Please copy the records exactly as they appear, with all pictures left out.

----

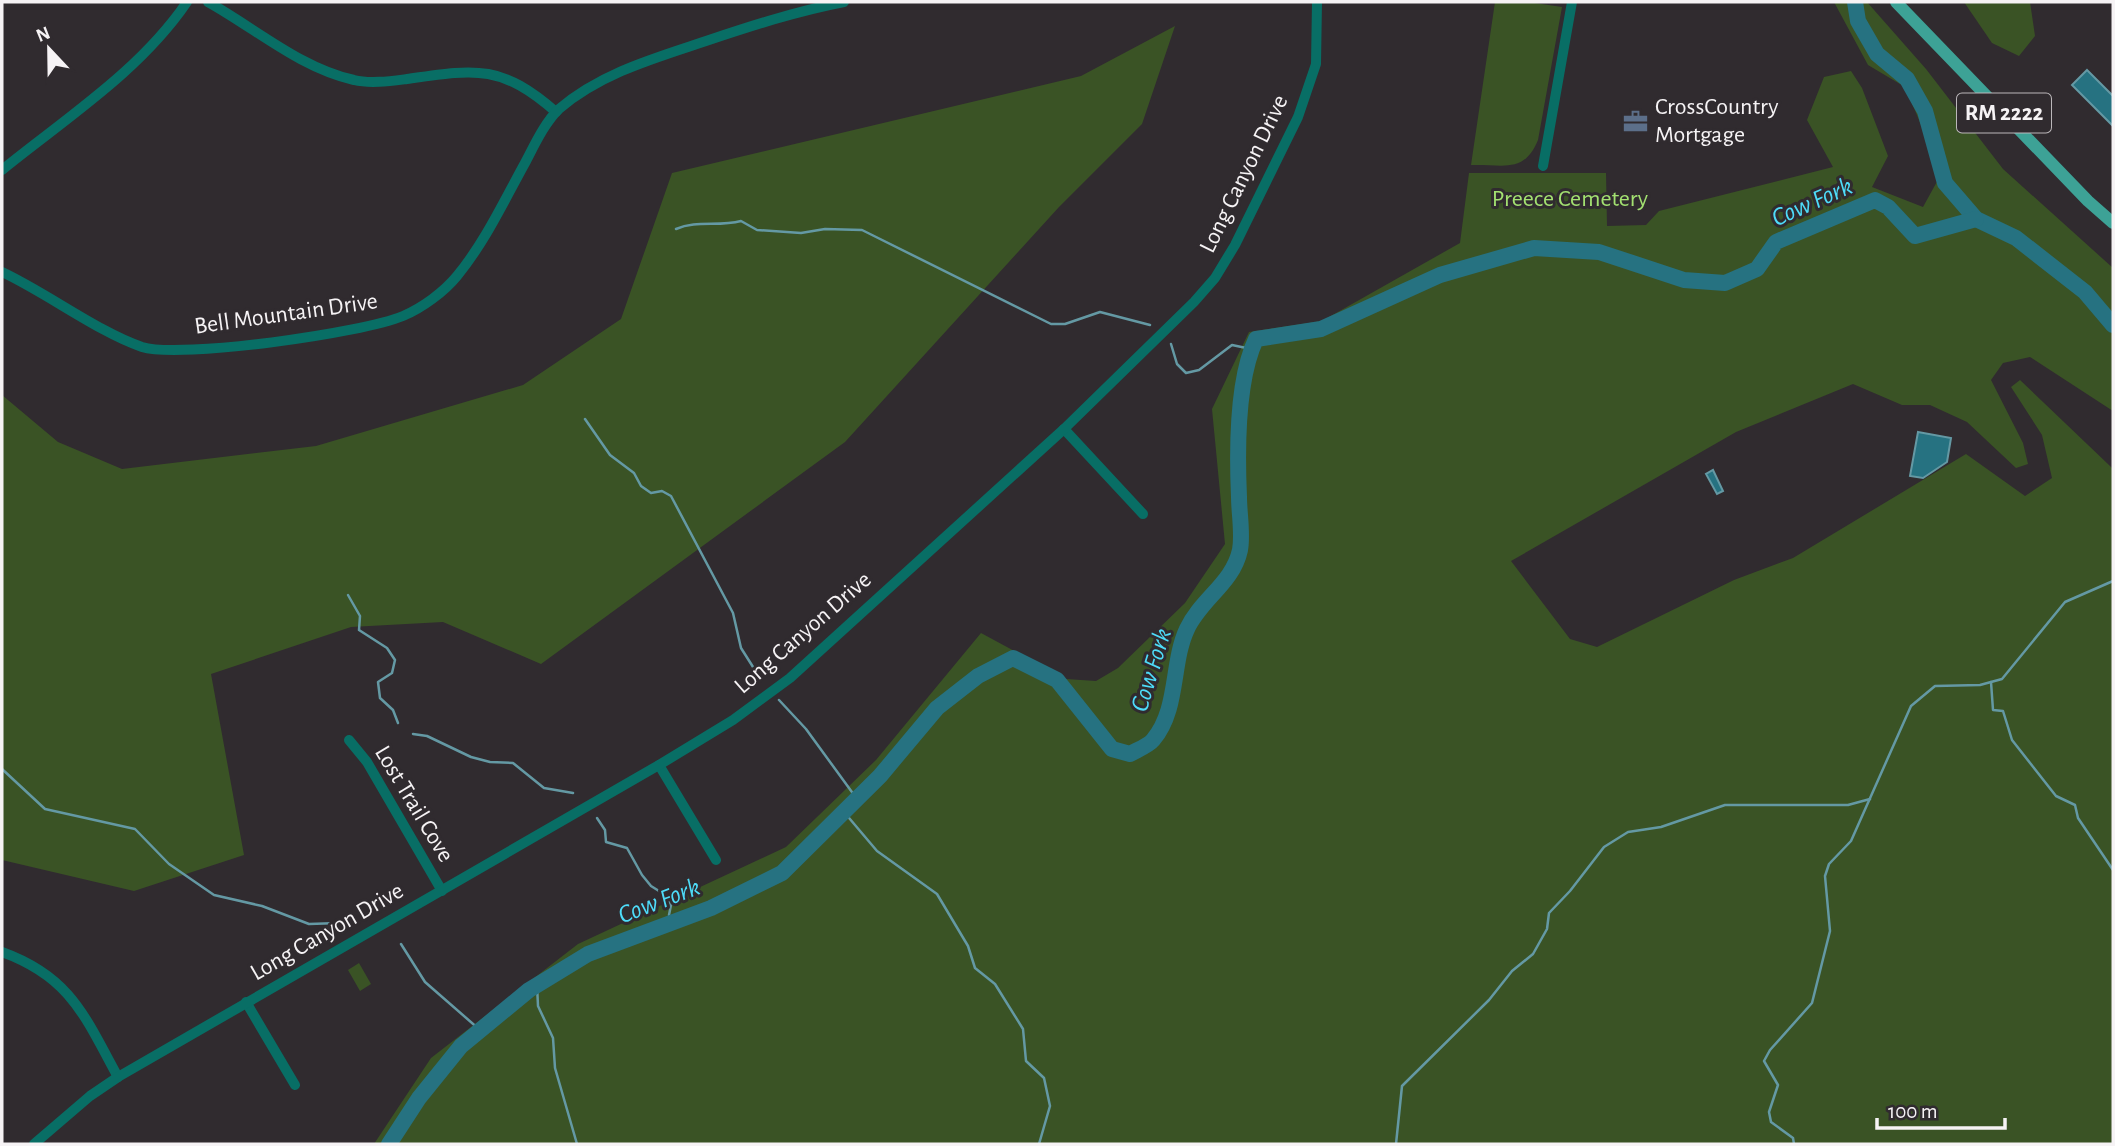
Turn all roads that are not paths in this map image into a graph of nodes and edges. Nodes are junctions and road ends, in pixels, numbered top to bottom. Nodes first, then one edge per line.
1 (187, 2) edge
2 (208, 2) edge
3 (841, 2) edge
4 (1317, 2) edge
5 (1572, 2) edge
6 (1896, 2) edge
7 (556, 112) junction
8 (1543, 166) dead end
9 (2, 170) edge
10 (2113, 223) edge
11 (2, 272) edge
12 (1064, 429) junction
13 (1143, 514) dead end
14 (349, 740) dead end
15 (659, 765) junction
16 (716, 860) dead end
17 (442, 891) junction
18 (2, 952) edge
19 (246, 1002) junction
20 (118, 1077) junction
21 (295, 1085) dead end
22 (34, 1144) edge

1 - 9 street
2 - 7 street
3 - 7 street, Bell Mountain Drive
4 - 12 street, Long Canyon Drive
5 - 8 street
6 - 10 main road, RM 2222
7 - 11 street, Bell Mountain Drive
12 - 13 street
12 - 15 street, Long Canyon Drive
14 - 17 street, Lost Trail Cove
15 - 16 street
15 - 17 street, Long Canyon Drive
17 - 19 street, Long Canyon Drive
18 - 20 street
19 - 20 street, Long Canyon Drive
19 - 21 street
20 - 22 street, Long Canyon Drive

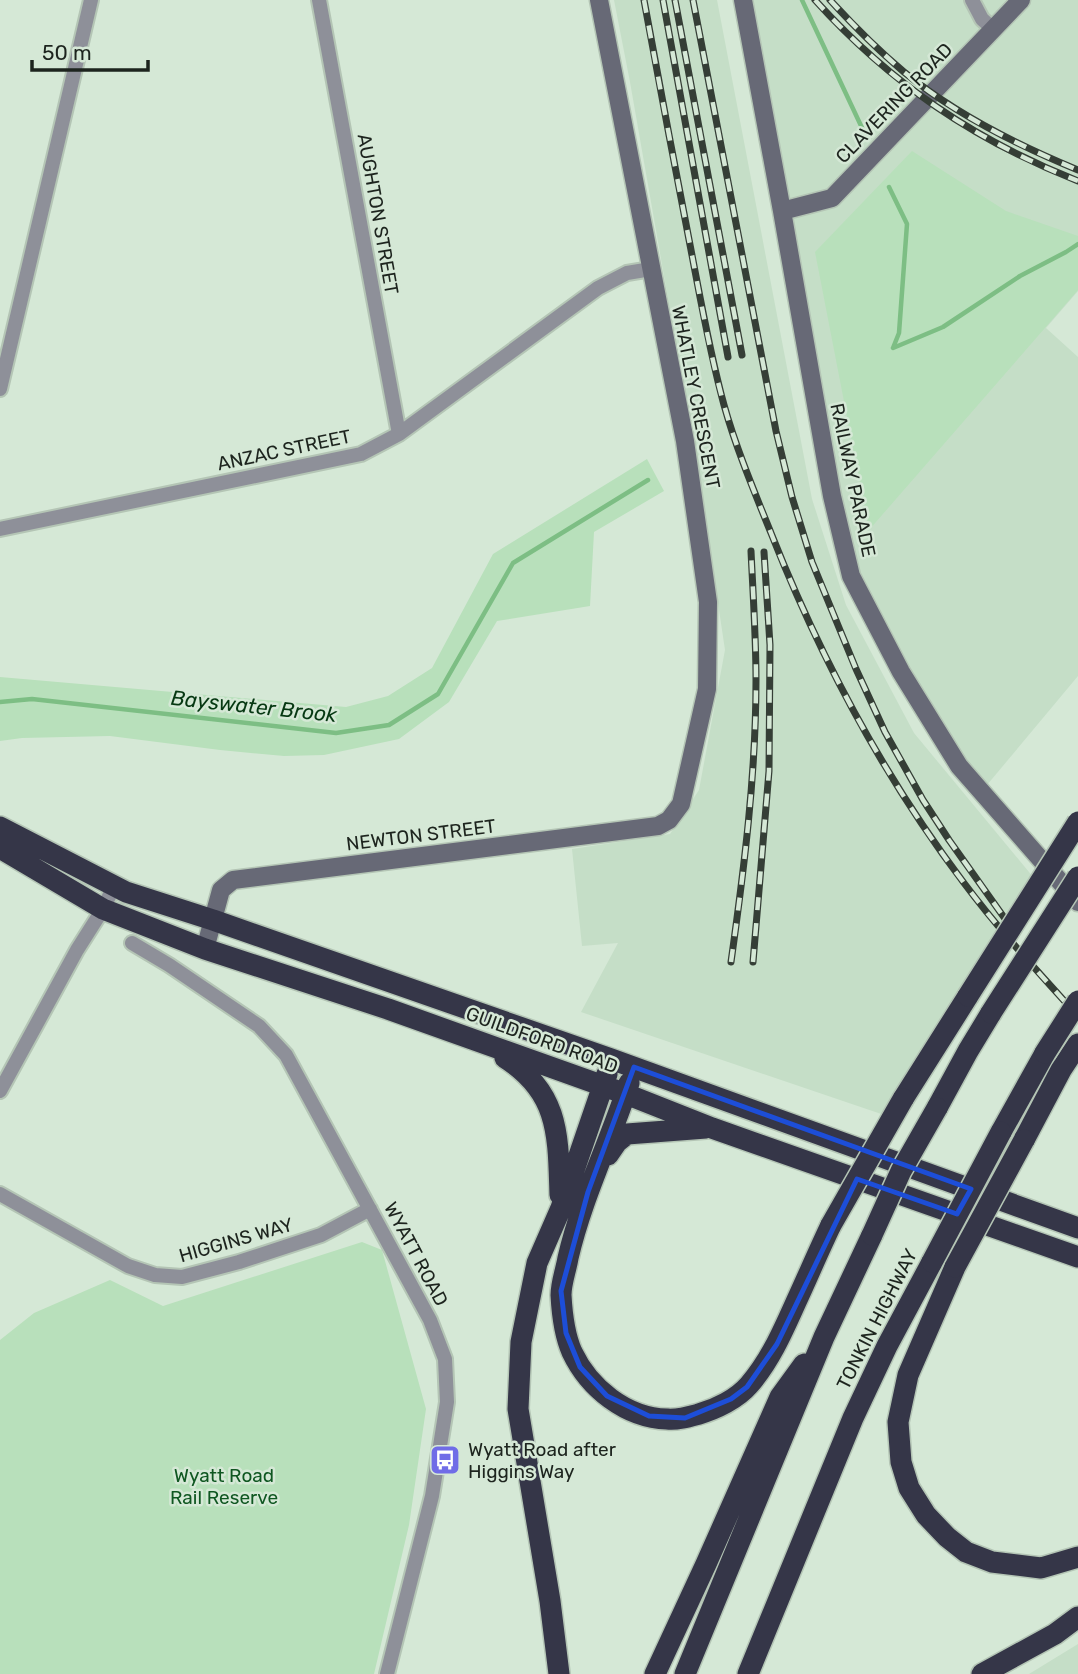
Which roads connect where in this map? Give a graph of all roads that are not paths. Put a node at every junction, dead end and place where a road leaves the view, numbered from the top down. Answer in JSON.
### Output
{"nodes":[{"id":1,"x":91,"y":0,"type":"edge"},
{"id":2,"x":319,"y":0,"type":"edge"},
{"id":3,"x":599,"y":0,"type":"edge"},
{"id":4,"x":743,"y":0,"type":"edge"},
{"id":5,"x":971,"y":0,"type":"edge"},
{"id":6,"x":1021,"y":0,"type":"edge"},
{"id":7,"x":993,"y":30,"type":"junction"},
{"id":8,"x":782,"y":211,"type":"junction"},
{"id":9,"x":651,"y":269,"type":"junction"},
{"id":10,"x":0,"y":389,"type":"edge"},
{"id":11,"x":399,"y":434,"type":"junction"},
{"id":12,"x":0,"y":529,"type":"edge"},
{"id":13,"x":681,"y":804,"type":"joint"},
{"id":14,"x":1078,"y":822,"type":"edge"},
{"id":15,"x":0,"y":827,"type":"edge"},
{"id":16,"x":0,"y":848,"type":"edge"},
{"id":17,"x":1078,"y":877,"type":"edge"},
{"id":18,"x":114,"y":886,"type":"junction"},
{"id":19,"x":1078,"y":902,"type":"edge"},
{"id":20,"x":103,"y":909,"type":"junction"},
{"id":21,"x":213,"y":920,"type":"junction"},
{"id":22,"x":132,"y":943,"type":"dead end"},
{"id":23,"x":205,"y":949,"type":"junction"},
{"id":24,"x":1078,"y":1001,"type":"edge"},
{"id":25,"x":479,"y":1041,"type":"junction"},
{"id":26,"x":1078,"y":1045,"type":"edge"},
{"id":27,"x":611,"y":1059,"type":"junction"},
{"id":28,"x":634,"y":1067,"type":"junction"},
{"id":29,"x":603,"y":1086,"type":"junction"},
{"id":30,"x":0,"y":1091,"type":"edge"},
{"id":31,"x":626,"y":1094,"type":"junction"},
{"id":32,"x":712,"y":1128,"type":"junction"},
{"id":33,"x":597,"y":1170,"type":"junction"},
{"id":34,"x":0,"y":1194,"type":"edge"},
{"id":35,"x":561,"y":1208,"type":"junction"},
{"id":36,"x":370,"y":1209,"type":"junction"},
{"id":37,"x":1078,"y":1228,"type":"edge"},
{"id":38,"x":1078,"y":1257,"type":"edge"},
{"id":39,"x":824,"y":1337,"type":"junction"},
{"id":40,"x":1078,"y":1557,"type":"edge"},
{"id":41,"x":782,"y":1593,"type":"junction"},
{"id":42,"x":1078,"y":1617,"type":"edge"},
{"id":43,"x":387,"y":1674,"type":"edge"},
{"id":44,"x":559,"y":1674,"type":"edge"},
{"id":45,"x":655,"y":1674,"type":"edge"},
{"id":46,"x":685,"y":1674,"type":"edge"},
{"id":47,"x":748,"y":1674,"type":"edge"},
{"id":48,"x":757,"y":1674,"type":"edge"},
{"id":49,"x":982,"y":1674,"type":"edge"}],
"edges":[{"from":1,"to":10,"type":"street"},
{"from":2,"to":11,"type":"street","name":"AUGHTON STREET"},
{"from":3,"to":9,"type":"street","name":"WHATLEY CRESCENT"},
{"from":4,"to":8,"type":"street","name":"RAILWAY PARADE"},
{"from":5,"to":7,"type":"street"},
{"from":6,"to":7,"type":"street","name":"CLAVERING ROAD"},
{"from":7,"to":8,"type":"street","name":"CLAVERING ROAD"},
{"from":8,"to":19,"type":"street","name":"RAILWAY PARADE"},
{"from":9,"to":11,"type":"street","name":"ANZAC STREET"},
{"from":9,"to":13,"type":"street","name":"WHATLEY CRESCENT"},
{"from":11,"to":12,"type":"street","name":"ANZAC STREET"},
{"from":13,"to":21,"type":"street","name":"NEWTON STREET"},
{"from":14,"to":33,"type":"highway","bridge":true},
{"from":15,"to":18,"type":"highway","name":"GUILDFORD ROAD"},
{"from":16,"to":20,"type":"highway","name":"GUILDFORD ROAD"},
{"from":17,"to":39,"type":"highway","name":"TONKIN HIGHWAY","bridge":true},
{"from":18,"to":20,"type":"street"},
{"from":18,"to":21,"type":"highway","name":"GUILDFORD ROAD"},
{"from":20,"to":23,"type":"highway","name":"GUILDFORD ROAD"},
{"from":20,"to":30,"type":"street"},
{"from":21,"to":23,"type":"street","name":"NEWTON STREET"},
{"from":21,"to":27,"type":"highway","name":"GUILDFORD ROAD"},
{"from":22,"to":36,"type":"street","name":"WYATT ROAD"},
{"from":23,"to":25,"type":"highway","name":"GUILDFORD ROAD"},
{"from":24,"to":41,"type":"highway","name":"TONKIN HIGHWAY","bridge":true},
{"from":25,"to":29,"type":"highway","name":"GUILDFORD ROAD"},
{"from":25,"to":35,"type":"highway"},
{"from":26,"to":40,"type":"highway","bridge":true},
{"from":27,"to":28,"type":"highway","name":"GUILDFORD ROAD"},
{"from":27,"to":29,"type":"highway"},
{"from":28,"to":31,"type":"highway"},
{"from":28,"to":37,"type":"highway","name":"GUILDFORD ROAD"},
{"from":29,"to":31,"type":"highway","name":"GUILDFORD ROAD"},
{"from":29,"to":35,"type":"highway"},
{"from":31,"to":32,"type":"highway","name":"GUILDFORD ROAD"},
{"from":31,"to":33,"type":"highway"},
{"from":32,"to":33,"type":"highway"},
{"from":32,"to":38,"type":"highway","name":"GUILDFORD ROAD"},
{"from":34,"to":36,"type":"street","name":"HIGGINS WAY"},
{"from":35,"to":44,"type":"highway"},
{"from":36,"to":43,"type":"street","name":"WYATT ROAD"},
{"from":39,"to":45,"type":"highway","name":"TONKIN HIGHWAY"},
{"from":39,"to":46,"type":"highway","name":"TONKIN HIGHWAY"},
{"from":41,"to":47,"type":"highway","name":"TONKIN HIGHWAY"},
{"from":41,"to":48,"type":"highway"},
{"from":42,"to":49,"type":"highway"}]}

----

■ **Answer to this task**:
Turn all roads that are not paths in this map image into a graph of nodes and edges. Nodes are junctions and road ends, in pixels, numbered top to bottom. Nodes first, then one edge per line.
1 (187, 2) edge
2 (208, 2) edge
3 (841, 2) edge
4 (1317, 2) edge
5 (1572, 2) edge
6 (1896, 2) edge
7 (556, 112) junction
8 (1543, 166) dead end
9 (2, 170) edge
10 (2113, 223) edge
11 (2, 272) edge
12 (1064, 429) junction
13 (1143, 514) dead end
14 (349, 740) dead end
15 (659, 765) junction
16 (716, 860) dead end
17 (442, 891) junction
18 (2, 952) edge
19 (246, 1002) junction
20 (118, 1077) junction
21 (295, 1085) dead end
22 (34, 1144) edge

1 - 9 street
2 - 7 street
3 - 7 street, Bell Mountain Drive
4 - 12 street, Long Canyon Drive
5 - 8 street
6 - 10 main road, RM 2222
7 - 11 street, Bell Mountain Drive
12 - 13 street
12 - 15 street, Long Canyon Drive
14 - 17 street, Lost Trail Cove
15 - 16 street
15 - 17 street, Long Canyon Drive
17 - 19 street, Long Canyon Drive
18 - 20 street
19 - 20 street, Long Canyon Drive
19 - 21 street
20 - 22 street, Long Canyon Drive

Which roads connect where in this map? Give a graph of all roads that are not paths. Put a node at every junction, dead end and place where a road leaves the view, numbered from the top down. Answer in JSON.
### Output
{"nodes":[{"id":1,"x":91,"y":0,"type":"edge"},
{"id":2,"x":319,"y":0,"type":"edge"},
{"id":3,"x":599,"y":0,"type":"edge"},
{"id":4,"x":743,"y":0,"type":"edge"},
{"id":5,"x":971,"y":0,"type":"edge"},
{"id":6,"x":1021,"y":0,"type":"edge"},
{"id":7,"x":993,"y":30,"type":"junction"},
{"id":8,"x":782,"y":211,"type":"junction"},
{"id":9,"x":651,"y":269,"type":"junction"},
{"id":10,"x":0,"y":389,"type":"edge"},
{"id":11,"x":399,"y":434,"type":"junction"},
{"id":12,"x":0,"y":529,"type":"edge"},
{"id":13,"x":681,"y":804,"type":"joint"},
{"id":14,"x":1078,"y":822,"type":"edge"},
{"id":15,"x":0,"y":827,"type":"edge"},
{"id":16,"x":0,"y":848,"type":"edge"},
{"id":17,"x":1078,"y":877,"type":"edge"},
{"id":18,"x":114,"y":886,"type":"junction"},
{"id":19,"x":1078,"y":902,"type":"edge"},
{"id":20,"x":103,"y":909,"type":"junction"},
{"id":21,"x":213,"y":920,"type":"junction"},
{"id":22,"x":132,"y":943,"type":"dead end"},
{"id":23,"x":205,"y":949,"type":"junction"},
{"id":24,"x":1078,"y":1001,"type":"edge"},
{"id":25,"x":479,"y":1041,"type":"junction"},
{"id":26,"x":1078,"y":1045,"type":"edge"},
{"id":27,"x":611,"y":1059,"type":"junction"},
{"id":28,"x":634,"y":1067,"type":"junction"},
{"id":29,"x":603,"y":1086,"type":"junction"},
{"id":30,"x":0,"y":1091,"type":"edge"},
{"id":31,"x":626,"y":1094,"type":"junction"},
{"id":32,"x":712,"y":1128,"type":"junction"},
{"id":33,"x":597,"y":1170,"type":"junction"},
{"id":34,"x":0,"y":1194,"type":"edge"},
{"id":35,"x":561,"y":1208,"type":"junction"},
{"id":36,"x":370,"y":1209,"type":"junction"},
{"id":37,"x":1078,"y":1228,"type":"edge"},
{"id":38,"x":1078,"y":1257,"type":"edge"},
{"id":39,"x":824,"y":1337,"type":"junction"},
{"id":40,"x":1078,"y":1557,"type":"edge"},
{"id":41,"x":782,"y":1593,"type":"junction"},
{"id":42,"x":1078,"y":1617,"type":"edge"},
{"id":43,"x":387,"y":1674,"type":"edge"},
{"id":44,"x":559,"y":1674,"type":"edge"},
{"id":45,"x":655,"y":1674,"type":"edge"},
{"id":46,"x":685,"y":1674,"type":"edge"},
{"id":47,"x":748,"y":1674,"type":"edge"},
{"id":48,"x":757,"y":1674,"type":"edge"},
{"id":49,"x":982,"y":1674,"type":"edge"}],
"edges":[{"from":1,"to":10,"type":"street"},
{"from":2,"to":11,"type":"street","name":"AUGHTON STREET"},
{"from":3,"to":9,"type":"street","name":"WHATLEY CRESCENT"},
{"from":4,"to":8,"type":"street","name":"RAILWAY PARADE"},
{"from":5,"to":7,"type":"street"},
{"from":6,"to":7,"type":"street","name":"CLAVERING ROAD"},
{"from":7,"to":8,"type":"street","name":"CLAVERING ROAD"},
{"from":8,"to":19,"type":"street","name":"RAILWAY PARADE"},
{"from":9,"to":11,"type":"street","name":"ANZAC STREET"},
{"from":9,"to":13,"type":"street","name":"WHATLEY CRESCENT"},
{"from":11,"to":12,"type":"street","name":"ANZAC STREET"},
{"from":13,"to":21,"type":"street","name":"NEWTON STREET"},
{"from":14,"to":33,"type":"highway","bridge":true},
{"from":15,"to":18,"type":"highway","name":"GUILDFORD ROAD"},
{"from":16,"to":20,"type":"highway","name":"GUILDFORD ROAD"},
{"from":17,"to":39,"type":"highway","name":"TONKIN HIGHWAY","bridge":true},
{"from":18,"to":20,"type":"street"},
{"from":18,"to":21,"type":"highway","name":"GUILDFORD ROAD"},
{"from":20,"to":23,"type":"highway","name":"GUILDFORD ROAD"},
{"from":20,"to":30,"type":"street"},
{"from":21,"to":23,"type":"street","name":"NEWTON STREET"},
{"from":21,"to":27,"type":"highway","name":"GUILDFORD ROAD"},
{"from":22,"to":36,"type":"street","name":"WYATT ROAD"},
{"from":23,"to":25,"type":"highway","name":"GUILDFORD ROAD"},
{"from":24,"to":41,"type":"highway","name":"TONKIN HIGHWAY","bridge":true},
{"from":25,"to":29,"type":"highway","name":"GUILDFORD ROAD"},
{"from":25,"to":35,"type":"highway"},
{"from":26,"to":40,"type":"highway","bridge":true},
{"from":27,"to":28,"type":"highway","name":"GUILDFORD ROAD"},
{"from":27,"to":29,"type":"highway"},
{"from":28,"to":31,"type":"highway"},
{"from":28,"to":37,"type":"highway","name":"GUILDFORD ROAD"},
{"from":29,"to":31,"type":"highway","name":"GUILDFORD ROAD"},
{"from":29,"to":35,"type":"highway"},
{"from":31,"to":32,"type":"highway","name":"GUILDFORD ROAD"},
{"from":31,"to":33,"type":"highway"},
{"from":32,"to":33,"type":"highway"},
{"from":32,"to":38,"type":"highway","name":"GUILDFORD ROAD"},
{"from":34,"to":36,"type":"street","name":"HIGGINS WAY"},
{"from":35,"to":44,"type":"highway"},
{"from":36,"to":43,"type":"street","name":"WYATT ROAD"},
{"from":39,"to":45,"type":"highway","name":"TONKIN HIGHWAY"},
{"from":39,"to":46,"type":"highway","name":"TONKIN HIGHWAY"},
{"from":41,"to":47,"type":"highway","name":"TONKIN HIGHWAY"},
{"from":41,"to":48,"type":"highway"},
{"from":42,"to":49,"type":"highway"}]}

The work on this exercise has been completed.